Even these numbers may be too low, because all of these studies have focused on hospital settings, and a 2012 report by the Department of Health and Human Services (PDF) found that hospital reporting systems do not report 86% of instances of harm caused to patients by their medical care. Moreover, a growing number of Americans are being diagnosed and treated in outpatient settings rather than in hospitals. An analysis published in JAMA (the Journal of the American Medical Association) claims that more than 40% of malpractice events occur outside of hospitals, that is, in clinics or a doctor's office—which means that these events have been greatly underreported.
Add it all up, and it's very likely that when combined, the actual number of malpractice instances per year, including non-lethal instances, is well over a million. Yet even this number could be a wild exaggeration or horrifying understatement: the truth is that we don't know. We don't have any better information because, amazingly, nobody has ever counted instances of malpractice.
Uncertainty Leads to Unreported Claims
Of course, this is somewhat understandable due to the nature of the problem—the HHS report found that many of those instances were not reported simply because the hospital staff did not recognize the mistake at the time.
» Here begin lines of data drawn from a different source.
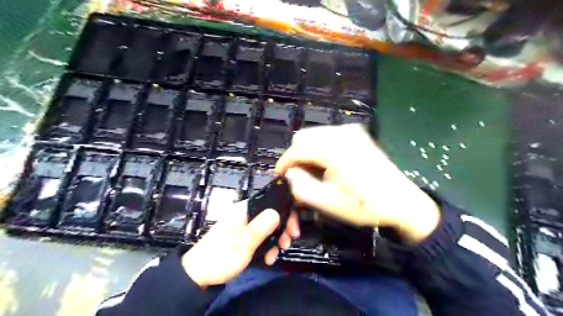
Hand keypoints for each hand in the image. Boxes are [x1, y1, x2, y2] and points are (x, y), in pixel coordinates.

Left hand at [181, 201, 295, 286]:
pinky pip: (262, 236)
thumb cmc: (220, 257)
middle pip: (272, 214)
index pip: (271, 201)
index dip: (285, 213)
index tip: (293, 229)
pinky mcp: (244, 235)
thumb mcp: (242, 244)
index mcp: (244, 209)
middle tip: (287, 243)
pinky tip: (268, 258)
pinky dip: (267, 246)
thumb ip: (259, 228)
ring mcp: (245, 225)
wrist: (198, 274)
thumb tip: (277, 212)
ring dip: (276, 240)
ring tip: (275, 255)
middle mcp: (245, 213)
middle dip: (282, 229)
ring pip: (268, 227)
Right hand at [275, 124, 441, 241]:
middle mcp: (342, 133)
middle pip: (303, 137)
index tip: (279, 176)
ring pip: (313, 135)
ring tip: (312, 173)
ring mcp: (351, 131)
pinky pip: (326, 136)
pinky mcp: (356, 133)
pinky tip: (325, 165)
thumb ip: (303, 188)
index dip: (284, 163)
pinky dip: (319, 148)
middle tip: (298, 177)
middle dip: (296, 157)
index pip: (297, 149)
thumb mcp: (331, 203)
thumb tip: (289, 173)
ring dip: (307, 152)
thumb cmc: (367, 206)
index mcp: (336, 150)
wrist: (402, 201)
Moreover, medical records can contain errors, and some providers can be reluctant to report their mistakes, so discovering a case of malpractice can often require some detective work.
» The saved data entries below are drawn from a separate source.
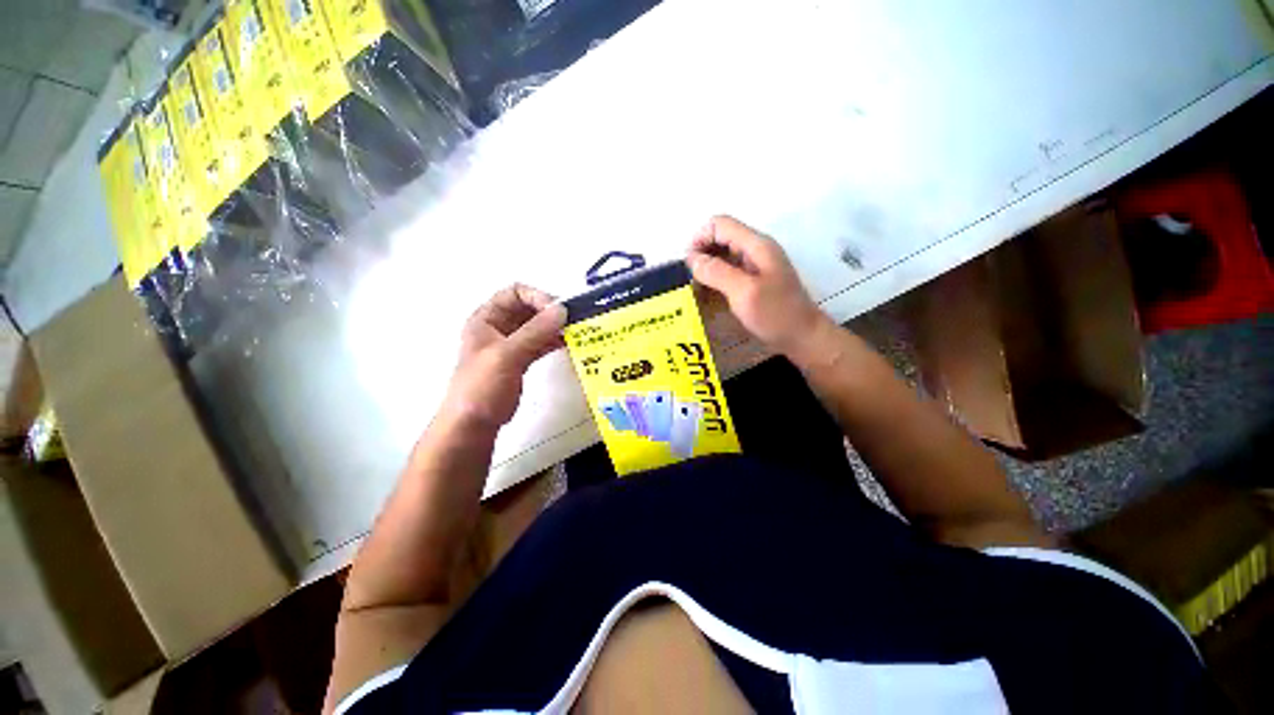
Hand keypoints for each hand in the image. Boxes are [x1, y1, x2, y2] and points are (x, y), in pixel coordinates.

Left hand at [442, 284, 566, 429]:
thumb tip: (562, 309)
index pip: (514, 293)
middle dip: (550, 311)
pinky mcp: (521, 359)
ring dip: (555, 326)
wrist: (474, 423)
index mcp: (486, 318)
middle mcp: (499, 326)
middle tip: (572, 320)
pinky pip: (540, 343)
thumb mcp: (506, 355)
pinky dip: (554, 341)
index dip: (537, 297)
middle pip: (528, 308)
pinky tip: (569, 343)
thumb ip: (535, 331)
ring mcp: (511, 344)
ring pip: (537, 326)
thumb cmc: (482, 385)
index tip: (558, 310)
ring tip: (575, 330)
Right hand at [686, 216, 825, 357]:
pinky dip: (716, 275)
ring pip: (724, 253)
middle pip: (722, 236)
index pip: (720, 224)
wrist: (803, 336)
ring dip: (708, 265)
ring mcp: (757, 264)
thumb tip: (692, 259)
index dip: (700, 238)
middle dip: (702, 252)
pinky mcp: (755, 279)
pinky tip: (710, 292)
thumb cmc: (775, 314)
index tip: (688, 265)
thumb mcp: (744, 292)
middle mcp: (756, 249)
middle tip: (691, 278)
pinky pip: (730, 268)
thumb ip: (717, 272)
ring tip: (697, 286)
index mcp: (756, 245)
However, the fact remains that we do not know how many patients experience preventable harm. And that's what medical malpractice is: when lawyers and researchers use the term, they are talking about preventable medical errors. There are any number of things that can go wrong in medicine: symptoms can be misleading, treatments may be unsuccessful, or results may simply be disappointing. None of these amounts to malpractice. But there are also cases where medical professionals fail to do their job competently—that is, the professional diagnoses or treats a patient in a way that, in the same circumstances, no other competent doctor would. When this happens, and the patient is harmed by this failure, it is called malpractice.
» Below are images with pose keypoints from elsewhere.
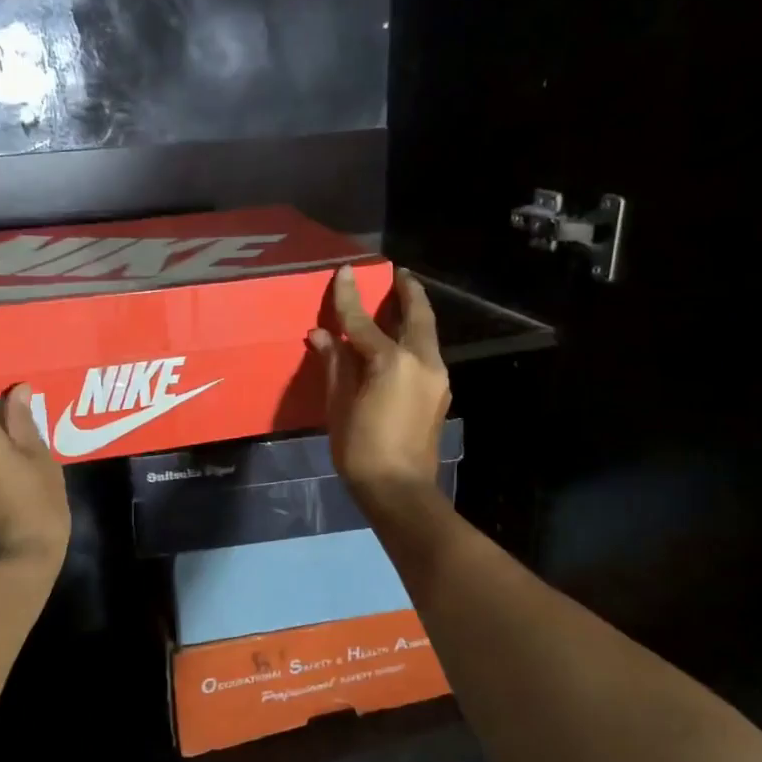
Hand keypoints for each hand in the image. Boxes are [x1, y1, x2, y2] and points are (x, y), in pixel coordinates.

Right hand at [308, 266, 450, 500]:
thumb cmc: (361, 449)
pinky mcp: (439, 393)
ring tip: (400, 301)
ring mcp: (437, 378)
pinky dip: (414, 338)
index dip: (350, 297)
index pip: (363, 322)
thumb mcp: (339, 405)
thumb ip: (335, 364)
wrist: (400, 490)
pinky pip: (426, 353)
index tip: (345, 271)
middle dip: (408, 291)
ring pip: (427, 334)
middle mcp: (422, 362)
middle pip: (417, 316)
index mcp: (392, 362)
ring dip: (415, 314)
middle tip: (398, 274)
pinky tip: (401, 341)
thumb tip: (323, 334)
In the studies mentioned above, most people didn't see the errors, or recognize them as such at the time. The researchers were able to discover most of these cases only by careful, expert examination of records well after the fact. Moreover, most patients had no way of knowing that their problems were preventable—they trusted the medical professionals to do their job competently, and lacked the training that would let them see that something had gone wrong.
The key point, however, is that many, if not most, malpractice cases are never reported, which means that an untold number of patients have suffered unnecessarily from physical and emotional pain, crippling medical bills, or lost earning capacity. Of course, it is unreasonable to expect a patient to know whether he or she has been the victim of malpractice—but it is also unreasonable for someone to suffer in silence. The reasonable solution is that when a patient is in doubt, he or she should seek advice from others, especially from those who have the experience and knowledge it takes to uncover the truth.